Não é preciso ter muita inteligência para saber que as coisa não são
assim. Na verdade, basta sair um pouco de casa para perceber que a vida
DEFINITIVAMENTE não é assim. Mas, em termos de cinema comercial, pouco importa.
Desde que Woody Allen praticamente inventou o gênero com "Noivo
Neurótico, Noiva Nervosa" (e que belo começo para um gênero do
cinema!), a coisa foi sendo avacalhada até o ponto da crise de identidade em
que as comédias românticas se encontram hoje em dia (mas que gênero, eu me
pergunto, não vive a mesma situação?!).
Aulas de sedução e muitas trapalhadas! |
"Amor a Toda Prova" é um desses raríssimos
momentos de epifania em que o cinema resgata sua verdadeira identidade. De
todos os adjetivos peculiares que eu poderia usar para descrever o filme (e são
muitos), prefiro ficar com "sincero". Sim. "Amor a Toda
Prova" é um filme tremendamente sincero. Não sincero-depressivo, não
sincero-realista, mas simplesmente sincero! Por isso, consegue ser
incrivelmente tenro, espirituoso, divertido e comovente. É um daqueles
maravilhosos filmes que nos fazem sair da sessão com um grande sorriso, que nos
lembram que o amor é muito mais do que uma transa casual ou do que um
romancizinho infantilóide.
Como eu poderia resumir este achado? STEVE CARELL. Pronto, já disse
tudo. Desde sua alavancada ao estrelato com "O Virgem de 40 Anos",
Carrel parece fazer questão de reafirmar o personagem de seu filme: ele é um
bom moço. Seu currículo de atuações, na verdade, consiste basicamente em
"bons moços". E isso é bom, muito bom: não era de se surpreender que,
ao ser produtor de "Amor a Toda Prova", Carrel resolvesse usar o
filme como uma forte mensagem à humanidade. E ele o faz de maneira esplêndida!

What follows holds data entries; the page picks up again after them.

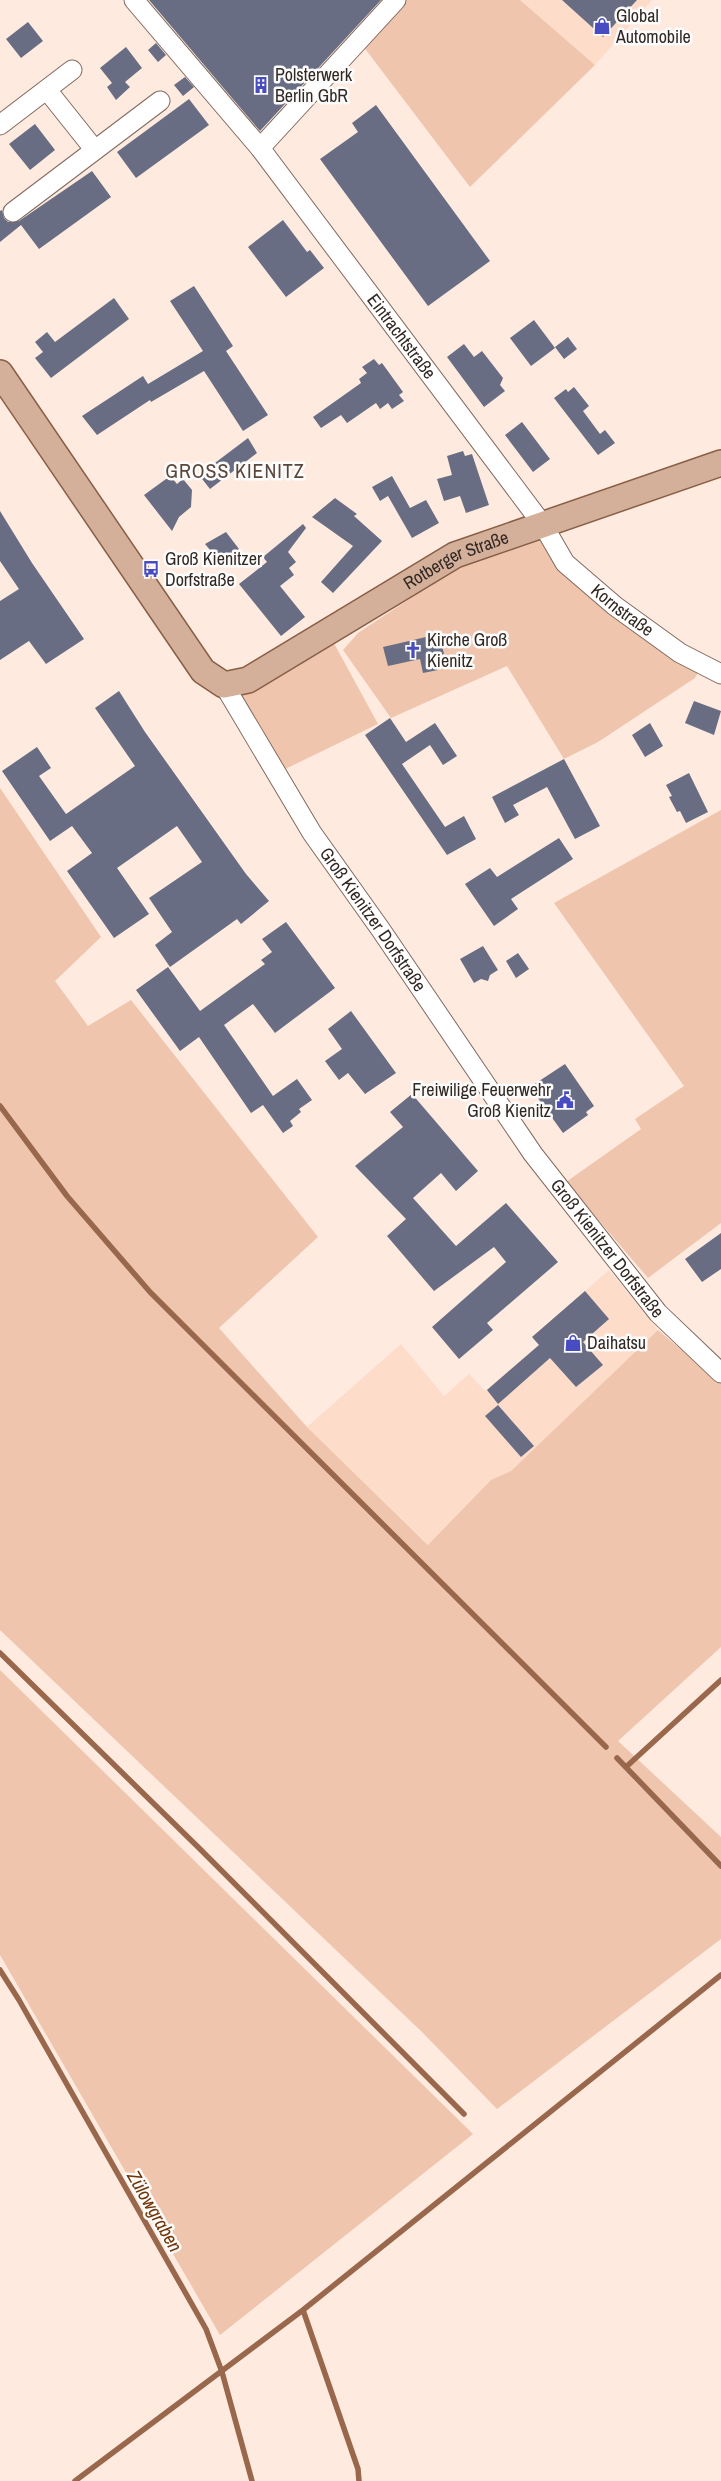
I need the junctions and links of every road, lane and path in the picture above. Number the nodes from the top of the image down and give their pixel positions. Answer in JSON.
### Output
{"nodes":[{"id":1,"x":134,"y":0,"type":"edge"},
{"id":2,"x":396,"y":0,"type":"edge"},
{"id":3,"x":72,"y":70,"type":"dead end"},
{"id":4,"x":47,"y":90,"type":"junction"},
{"id":5,"x":160,"y":101,"type":"dead end"},
{"id":6,"x":0,"y":125,"type":"edge"},
{"id":7,"x":260,"y":148,"type":"junction"},
{"id":8,"x":94,"y":149,"type":"junction"},
{"id":9,"x":13,"y":212,"type":"dead end"},
{"id":10,"x":0,"y":373,"type":"edge"},
{"id":11,"x":713,"y":466,"type":"edge"},
{"id":12,"x":542,"y":525,"type":"junction"},
{"id":13,"x":721,"y":674,"type":"edge"},
{"id":14,"x":224,"y":685,"type":"junction"},
{"id":15,"x":721,"y":1373,"type":"edge"}],
"edges":[{"from":1,"to":7,"type":"street","name":"Eintrachtstraße"},
{"from":2,"to":7,"type":"street"},
{"from":3,"to":4,"type":"street"},
{"from":4,"to":6,"type":"street"},
{"from":4,"to":8,"type":"street"},
{"from":5,"to":8,"type":"street"},
{"from":7,"to":12,"type":"street","name":"Eintrachtstraße"},
{"from":8,"to":9,"type":"street"},
{"from":10,"to":14,"type":"main road","name":"Groß Kienitzer Dorfstraße"},
{"from":11,"to":12,"type":"main road","name":"Rotberger Straße"},
{"from":12,"to":13,"type":"street","name":"Kornstraße"},
{"from":12,"to":14,"type":"main road","name":"Rotberger Straße"},
{"from":14,"to":15,"type":"street","name":"Groß Kienitzer Dorfstraße"}]}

O bom moço X o garanhão nato |
Nada é gratuito neste filme. Nenhum relacionamento é tratado de forma
barata. Todos os personagens, todas as ocasiões, todos os encontros e
desencontros possuem um sentido, uma lição, uma reflexão. Este é um dos poucos
filmes cujo título nacional ("Amor a Toda Prova") retrata melhor a
história do que o título original ("Crazy, Stupid Love", algo como
"Amor Louco e Estúpido"). Não há grandes loucuras neste filme, pelo
menos não no sentido adolescente ao qual nos acostumamos. Há muita estupidez,
sim, mas ela é sempre remediada pelo aprendizado e pelo arrependimento. É,
afinal de contas, um "amor a toda prova": uma seqüência de trancos e
barrancos que tornam o amor tão doloroso e tão irresistível.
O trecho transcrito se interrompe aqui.